### Materials provided
++++++++++++++++++++
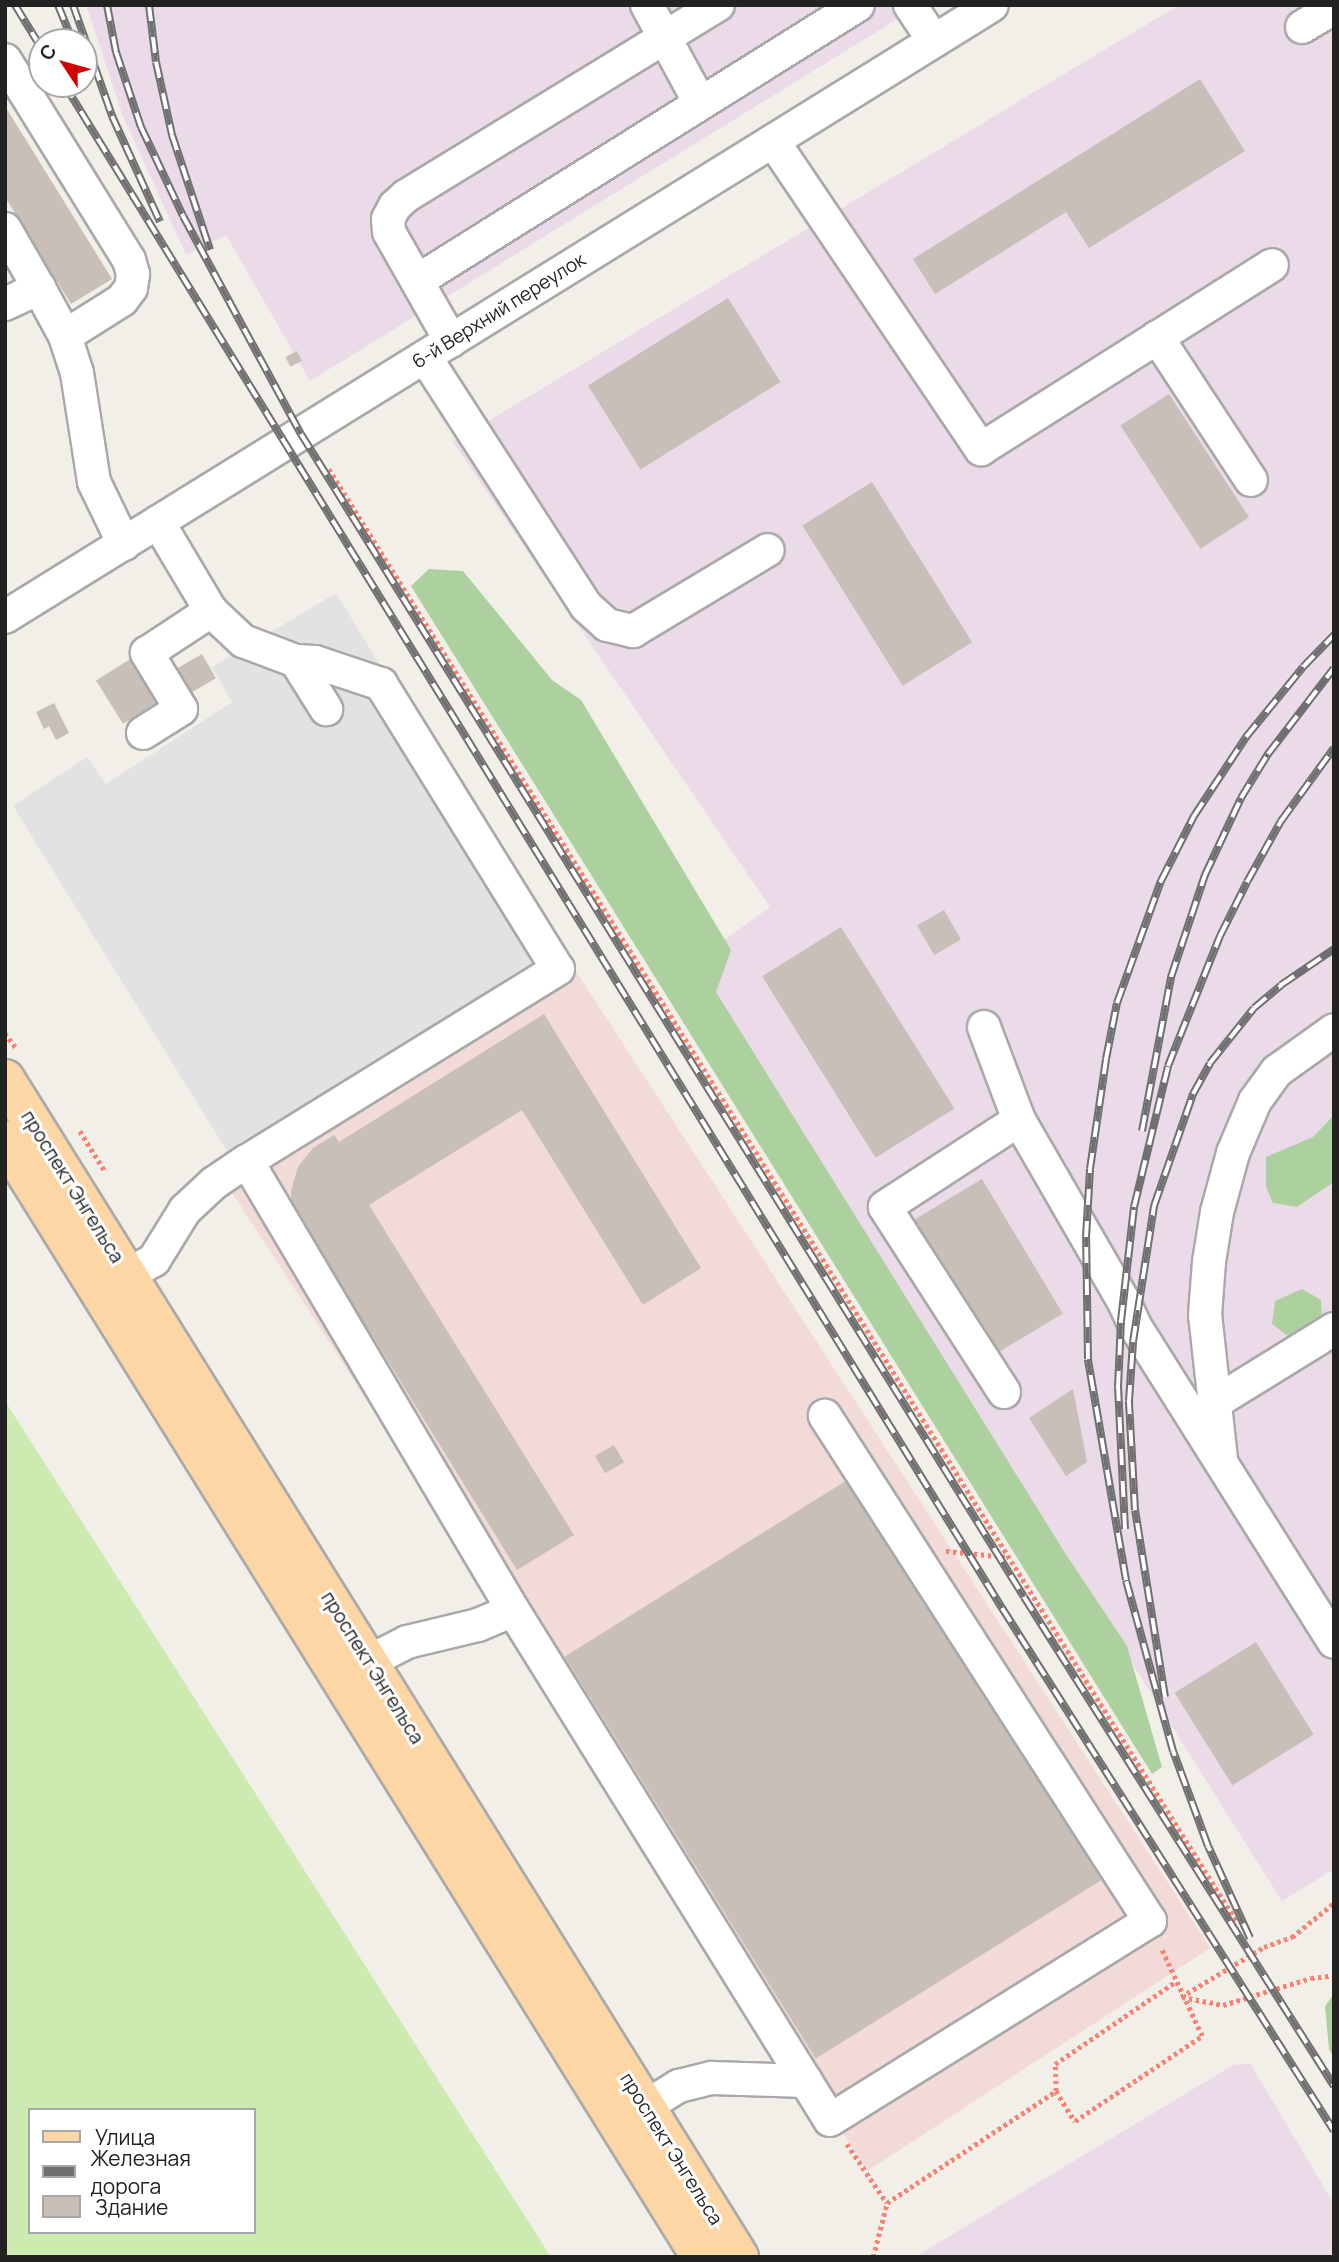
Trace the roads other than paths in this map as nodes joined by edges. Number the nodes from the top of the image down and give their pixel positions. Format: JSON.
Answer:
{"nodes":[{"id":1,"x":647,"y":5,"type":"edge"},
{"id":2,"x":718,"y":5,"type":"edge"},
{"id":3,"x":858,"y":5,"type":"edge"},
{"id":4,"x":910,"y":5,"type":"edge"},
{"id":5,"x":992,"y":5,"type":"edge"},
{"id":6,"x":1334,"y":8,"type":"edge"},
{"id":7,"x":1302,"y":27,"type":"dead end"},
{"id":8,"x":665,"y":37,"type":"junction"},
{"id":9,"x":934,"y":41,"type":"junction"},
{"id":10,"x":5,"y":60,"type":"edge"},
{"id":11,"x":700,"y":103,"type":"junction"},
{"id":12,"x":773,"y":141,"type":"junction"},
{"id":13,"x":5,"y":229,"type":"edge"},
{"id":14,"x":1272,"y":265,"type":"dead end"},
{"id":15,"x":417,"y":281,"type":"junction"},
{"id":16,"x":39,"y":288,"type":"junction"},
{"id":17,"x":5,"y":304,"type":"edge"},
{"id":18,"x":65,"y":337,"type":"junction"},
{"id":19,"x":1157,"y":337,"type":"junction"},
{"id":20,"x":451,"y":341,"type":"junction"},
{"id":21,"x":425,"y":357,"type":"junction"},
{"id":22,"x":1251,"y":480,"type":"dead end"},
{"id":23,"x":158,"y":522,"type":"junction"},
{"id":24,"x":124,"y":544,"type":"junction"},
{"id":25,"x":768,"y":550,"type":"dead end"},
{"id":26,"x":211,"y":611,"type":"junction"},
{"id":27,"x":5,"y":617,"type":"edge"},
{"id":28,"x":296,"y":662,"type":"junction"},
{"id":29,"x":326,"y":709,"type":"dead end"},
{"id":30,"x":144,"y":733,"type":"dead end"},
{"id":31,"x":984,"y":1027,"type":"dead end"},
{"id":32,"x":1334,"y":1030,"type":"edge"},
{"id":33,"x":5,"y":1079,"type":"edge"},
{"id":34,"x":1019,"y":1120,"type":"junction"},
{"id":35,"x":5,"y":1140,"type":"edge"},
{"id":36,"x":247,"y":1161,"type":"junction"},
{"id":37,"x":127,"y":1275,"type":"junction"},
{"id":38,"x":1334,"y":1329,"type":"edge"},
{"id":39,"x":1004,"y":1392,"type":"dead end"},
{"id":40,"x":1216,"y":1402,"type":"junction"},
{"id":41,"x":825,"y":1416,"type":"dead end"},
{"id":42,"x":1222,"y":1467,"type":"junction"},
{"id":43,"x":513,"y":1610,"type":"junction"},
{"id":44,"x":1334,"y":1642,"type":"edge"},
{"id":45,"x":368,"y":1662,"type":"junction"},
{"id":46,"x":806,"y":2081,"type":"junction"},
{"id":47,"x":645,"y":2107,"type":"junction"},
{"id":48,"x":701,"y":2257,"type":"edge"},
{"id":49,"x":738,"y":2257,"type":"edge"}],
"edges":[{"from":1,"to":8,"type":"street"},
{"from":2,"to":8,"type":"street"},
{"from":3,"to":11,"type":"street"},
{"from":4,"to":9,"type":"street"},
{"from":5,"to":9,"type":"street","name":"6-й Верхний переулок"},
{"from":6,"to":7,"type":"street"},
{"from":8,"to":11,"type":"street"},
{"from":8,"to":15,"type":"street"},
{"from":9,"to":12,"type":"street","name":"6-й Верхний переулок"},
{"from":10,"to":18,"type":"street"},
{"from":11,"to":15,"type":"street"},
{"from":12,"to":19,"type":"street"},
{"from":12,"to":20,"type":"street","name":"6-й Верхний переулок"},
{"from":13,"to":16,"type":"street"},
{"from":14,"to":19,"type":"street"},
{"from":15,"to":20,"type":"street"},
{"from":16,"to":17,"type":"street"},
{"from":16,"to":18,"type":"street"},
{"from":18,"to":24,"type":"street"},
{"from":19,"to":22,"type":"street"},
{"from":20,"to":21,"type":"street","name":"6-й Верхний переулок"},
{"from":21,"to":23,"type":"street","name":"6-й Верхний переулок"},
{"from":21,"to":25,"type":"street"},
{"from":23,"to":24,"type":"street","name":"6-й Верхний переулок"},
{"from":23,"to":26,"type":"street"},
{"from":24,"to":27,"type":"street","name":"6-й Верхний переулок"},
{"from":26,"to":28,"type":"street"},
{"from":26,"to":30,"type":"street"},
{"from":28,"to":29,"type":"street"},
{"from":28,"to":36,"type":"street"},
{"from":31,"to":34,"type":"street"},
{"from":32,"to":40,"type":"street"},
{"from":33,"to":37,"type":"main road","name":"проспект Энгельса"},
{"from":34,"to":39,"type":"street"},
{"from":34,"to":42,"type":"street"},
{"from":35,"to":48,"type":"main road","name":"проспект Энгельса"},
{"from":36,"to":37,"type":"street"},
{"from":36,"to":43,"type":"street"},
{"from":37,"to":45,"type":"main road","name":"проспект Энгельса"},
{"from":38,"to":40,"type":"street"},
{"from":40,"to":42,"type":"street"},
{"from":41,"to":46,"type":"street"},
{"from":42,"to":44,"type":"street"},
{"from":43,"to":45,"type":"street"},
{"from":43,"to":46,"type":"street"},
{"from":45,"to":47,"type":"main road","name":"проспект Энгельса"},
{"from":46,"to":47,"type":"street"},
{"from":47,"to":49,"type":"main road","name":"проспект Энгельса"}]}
++++++++++++++++++++
### Goal of the exercise
Could you repeat each line above exactly as written? Omit the pictures.

### Response
Trace the roads other than paths in this map as nodes joined by edges. Number the nodes from the top of the image down and give their pixel positions. Format: JSON.
Answer:
{"nodes":[{"id":1,"x":647,"y":5,"type":"edge"},
{"id":2,"x":718,"y":5,"type":"edge"},
{"id":3,"x":858,"y":5,"type":"edge"},
{"id":4,"x":910,"y":5,"type":"edge"},
{"id":5,"x":992,"y":5,"type":"edge"},
{"id":6,"x":1334,"y":8,"type":"edge"},
{"id":7,"x":1302,"y":27,"type":"dead end"},
{"id":8,"x":665,"y":37,"type":"junction"},
{"id":9,"x":934,"y":41,"type":"junction"},
{"id":10,"x":5,"y":60,"type":"edge"},
{"id":11,"x":700,"y":103,"type":"junction"},
{"id":12,"x":773,"y":141,"type":"junction"},
{"id":13,"x":5,"y":229,"type":"edge"},
{"id":14,"x":1272,"y":265,"type":"dead end"},
{"id":15,"x":417,"y":281,"type":"junction"},
{"id":16,"x":39,"y":288,"type":"junction"},
{"id":17,"x":5,"y":304,"type":"edge"},
{"id":18,"x":65,"y":337,"type":"junction"},
{"id":19,"x":1157,"y":337,"type":"junction"},
{"id":20,"x":451,"y":341,"type":"junction"},
{"id":21,"x":425,"y":357,"type":"junction"},
{"id":22,"x":1251,"y":480,"type":"dead end"},
{"id":23,"x":158,"y":522,"type":"junction"},
{"id":24,"x":124,"y":544,"type":"junction"},
{"id":25,"x":768,"y":550,"type":"dead end"},
{"id":26,"x":211,"y":611,"type":"junction"},
{"id":27,"x":5,"y":617,"type":"edge"},
{"id":28,"x":296,"y":662,"type":"junction"},
{"id":29,"x":326,"y":709,"type":"dead end"},
{"id":30,"x":144,"y":733,"type":"dead end"},
{"id":31,"x":984,"y":1027,"type":"dead end"},
{"id":32,"x":1334,"y":1030,"type":"edge"},
{"id":33,"x":5,"y":1079,"type":"edge"},
{"id":34,"x":1019,"y":1120,"type":"junction"},
{"id":35,"x":5,"y":1140,"type":"edge"},
{"id":36,"x":247,"y":1161,"type":"junction"},
{"id":37,"x":127,"y":1275,"type":"junction"},
{"id":38,"x":1334,"y":1329,"type":"edge"},
{"id":39,"x":1004,"y":1392,"type":"dead end"},
{"id":40,"x":1216,"y":1402,"type":"junction"},
{"id":41,"x":825,"y":1416,"type":"dead end"},
{"id":42,"x":1222,"y":1467,"type":"junction"},
{"id":43,"x":513,"y":1610,"type":"junction"},
{"id":44,"x":1334,"y":1642,"type":"edge"},
{"id":45,"x":368,"y":1662,"type":"junction"},
{"id":46,"x":806,"y":2081,"type":"junction"},
{"id":47,"x":645,"y":2107,"type":"junction"},
{"id":48,"x":701,"y":2257,"type":"edge"},
{"id":49,"x":738,"y":2257,"type":"edge"}],
"edges":[{"from":1,"to":8,"type":"street"},
{"from":2,"to":8,"type":"street"},
{"from":3,"to":11,"type":"street"},
{"from":4,"to":9,"type":"street"},
{"from":5,"to":9,"type":"street","name":"6-й Верхний переулок"},
{"from":6,"to":7,"type":"street"},
{"from":8,"to":11,"type":"street"},
{"from":8,"to":15,"type":"street"},
{"from":9,"to":12,"type":"street","name":"6-й Верхний переулок"},
{"from":10,"to":18,"type":"street"},
{"from":11,"to":15,"type":"street"},
{"from":12,"to":19,"type":"street"},
{"from":12,"to":20,"type":"street","name":"6-й Верхний переулок"},
{"from":13,"to":16,"type":"street"},
{"from":14,"to":19,"type":"street"},
{"from":15,"to":20,"type":"street"},
{"from":16,"to":17,"type":"street"},
{"from":16,"to":18,"type":"street"},
{"from":18,"to":24,"type":"street"},
{"from":19,"to":22,"type":"street"},
{"from":20,"to":21,"type":"street","name":"6-й Верхний переулок"},
{"from":21,"to":23,"type":"street","name":"6-й Верхний переулок"},
{"from":21,"to":25,"type":"street"},
{"from":23,"to":24,"type":"street","name":"6-й Верхний переулок"},
{"from":23,"to":26,"type":"street"},
{"from":24,"to":27,"type":"street","name":"6-й Верхний переулок"},
{"from":26,"to":28,"type":"street"},
{"from":26,"to":30,"type":"street"},
{"from":28,"to":29,"type":"street"},
{"from":28,"to":36,"type":"street"},
{"from":31,"to":34,"type":"street"},
{"from":32,"to":40,"type":"street"},
{"from":33,"to":37,"type":"main road","name":"проспект Энгельса"},
{"from":34,"to":39,"type":"street"},
{"from":34,"to":42,"type":"street"},
{"from":35,"to":48,"type":"main road","name":"проспект Энгельса"},
{"from":36,"to":37,"type":"street"},
{"from":36,"to":43,"type":"street"},
{"from":37,"to":45,"type":"main road","name":"проспект Энгельса"},
{"from":38,"to":40,"type":"street"},
{"from":40,"to":42,"type":"street"},
{"from":41,"to":46,"type":"street"},
{"from":42,"to":44,"type":"street"},
{"from":43,"to":45,"type":"street"},
{"from":43,"to":46,"type":"street"},
{"from":45,"to":47,"type":"main road","name":"проспект Энгельса"},
{"from":46,"to":47,"type":"street"},
{"from":47,"to":49,"type":"main road","name":"проспект Энгельса"}]}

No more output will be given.